RECORDED INFORMATION
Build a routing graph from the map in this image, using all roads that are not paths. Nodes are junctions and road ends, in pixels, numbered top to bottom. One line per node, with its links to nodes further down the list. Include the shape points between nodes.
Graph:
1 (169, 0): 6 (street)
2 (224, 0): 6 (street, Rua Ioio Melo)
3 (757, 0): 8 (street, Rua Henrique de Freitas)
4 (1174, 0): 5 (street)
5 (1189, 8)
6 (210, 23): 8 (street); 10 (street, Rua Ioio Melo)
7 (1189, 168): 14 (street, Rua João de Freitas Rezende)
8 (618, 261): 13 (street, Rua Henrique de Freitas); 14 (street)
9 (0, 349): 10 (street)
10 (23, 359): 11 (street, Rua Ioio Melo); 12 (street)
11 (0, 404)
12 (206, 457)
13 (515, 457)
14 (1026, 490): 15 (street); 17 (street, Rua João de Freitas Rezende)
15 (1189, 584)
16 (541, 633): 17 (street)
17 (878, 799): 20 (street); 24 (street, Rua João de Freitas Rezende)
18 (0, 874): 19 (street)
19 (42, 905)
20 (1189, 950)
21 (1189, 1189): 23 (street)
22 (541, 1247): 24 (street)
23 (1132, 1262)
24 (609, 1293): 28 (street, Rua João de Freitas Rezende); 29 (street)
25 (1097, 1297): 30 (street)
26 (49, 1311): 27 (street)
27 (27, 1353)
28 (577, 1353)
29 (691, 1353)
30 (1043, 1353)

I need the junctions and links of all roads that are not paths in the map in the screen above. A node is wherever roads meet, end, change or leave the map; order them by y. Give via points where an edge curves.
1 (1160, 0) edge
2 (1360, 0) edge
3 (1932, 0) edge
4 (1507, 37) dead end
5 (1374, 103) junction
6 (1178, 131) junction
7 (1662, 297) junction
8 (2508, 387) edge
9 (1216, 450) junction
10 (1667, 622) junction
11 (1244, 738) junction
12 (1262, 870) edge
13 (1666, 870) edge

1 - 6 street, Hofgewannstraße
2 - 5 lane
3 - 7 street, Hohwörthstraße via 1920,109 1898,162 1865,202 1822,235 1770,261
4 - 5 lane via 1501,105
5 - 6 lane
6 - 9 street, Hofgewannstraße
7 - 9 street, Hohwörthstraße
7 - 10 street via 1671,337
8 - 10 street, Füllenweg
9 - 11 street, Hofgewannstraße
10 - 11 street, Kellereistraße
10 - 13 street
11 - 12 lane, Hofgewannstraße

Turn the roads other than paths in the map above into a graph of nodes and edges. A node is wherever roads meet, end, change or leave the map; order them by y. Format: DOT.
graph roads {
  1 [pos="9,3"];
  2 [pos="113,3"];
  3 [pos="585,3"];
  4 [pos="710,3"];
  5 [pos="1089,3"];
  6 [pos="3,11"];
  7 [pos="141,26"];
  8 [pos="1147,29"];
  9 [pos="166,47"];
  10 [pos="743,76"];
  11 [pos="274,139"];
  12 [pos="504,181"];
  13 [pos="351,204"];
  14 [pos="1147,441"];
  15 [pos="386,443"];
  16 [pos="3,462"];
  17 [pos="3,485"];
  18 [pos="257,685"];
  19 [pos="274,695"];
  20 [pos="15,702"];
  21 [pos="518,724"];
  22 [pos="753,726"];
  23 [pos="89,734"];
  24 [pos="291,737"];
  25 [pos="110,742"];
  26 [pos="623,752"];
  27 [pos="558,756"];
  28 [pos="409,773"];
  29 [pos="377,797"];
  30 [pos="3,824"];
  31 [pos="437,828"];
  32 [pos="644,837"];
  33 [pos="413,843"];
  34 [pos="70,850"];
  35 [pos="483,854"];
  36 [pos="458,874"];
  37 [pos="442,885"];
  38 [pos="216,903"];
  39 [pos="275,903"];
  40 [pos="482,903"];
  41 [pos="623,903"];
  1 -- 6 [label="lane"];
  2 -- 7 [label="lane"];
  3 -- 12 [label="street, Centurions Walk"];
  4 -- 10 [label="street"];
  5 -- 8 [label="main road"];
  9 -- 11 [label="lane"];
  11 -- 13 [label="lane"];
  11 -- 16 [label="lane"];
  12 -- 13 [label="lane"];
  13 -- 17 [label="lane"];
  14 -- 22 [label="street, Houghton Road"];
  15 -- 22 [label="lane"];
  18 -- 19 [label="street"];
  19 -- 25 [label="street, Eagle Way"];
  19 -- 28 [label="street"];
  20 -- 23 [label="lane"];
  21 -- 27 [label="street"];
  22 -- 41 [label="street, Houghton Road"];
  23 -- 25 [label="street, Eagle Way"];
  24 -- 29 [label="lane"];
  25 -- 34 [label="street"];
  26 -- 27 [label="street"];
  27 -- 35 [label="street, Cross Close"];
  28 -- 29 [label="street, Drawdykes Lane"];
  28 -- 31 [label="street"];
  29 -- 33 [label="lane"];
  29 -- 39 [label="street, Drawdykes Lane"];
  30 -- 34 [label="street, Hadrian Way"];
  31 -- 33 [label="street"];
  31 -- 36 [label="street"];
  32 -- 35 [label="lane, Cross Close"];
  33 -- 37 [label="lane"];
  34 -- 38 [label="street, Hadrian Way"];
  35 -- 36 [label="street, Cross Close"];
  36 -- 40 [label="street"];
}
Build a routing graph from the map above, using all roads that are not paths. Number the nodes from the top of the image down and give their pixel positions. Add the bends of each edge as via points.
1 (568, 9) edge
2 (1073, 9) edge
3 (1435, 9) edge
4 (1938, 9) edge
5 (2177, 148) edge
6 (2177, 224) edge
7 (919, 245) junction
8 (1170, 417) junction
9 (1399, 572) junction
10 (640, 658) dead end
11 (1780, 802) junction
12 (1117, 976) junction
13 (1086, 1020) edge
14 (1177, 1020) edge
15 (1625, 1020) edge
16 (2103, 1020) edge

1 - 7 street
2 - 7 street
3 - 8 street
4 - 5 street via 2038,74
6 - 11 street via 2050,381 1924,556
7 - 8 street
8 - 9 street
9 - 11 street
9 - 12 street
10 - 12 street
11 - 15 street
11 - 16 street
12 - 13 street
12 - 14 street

DIRECTIONS FOR THIS TASK
Where does the word "routing" appear in the records? Copy every line that holds it.

EXERCISE RESPONSE
Build a routing graph from the map in this image, using all roads that are not paths. Nodes are junctions and road ends, in pixels, numbered top to bottom. One line per node, with its links to nodes further down the list. Include the shape points between nodes.
Build a routing graph from the map above, using all roads that are not paths. Number the nodes from the top of the image down and give their pixel positions. Add the bends of each edge as via points.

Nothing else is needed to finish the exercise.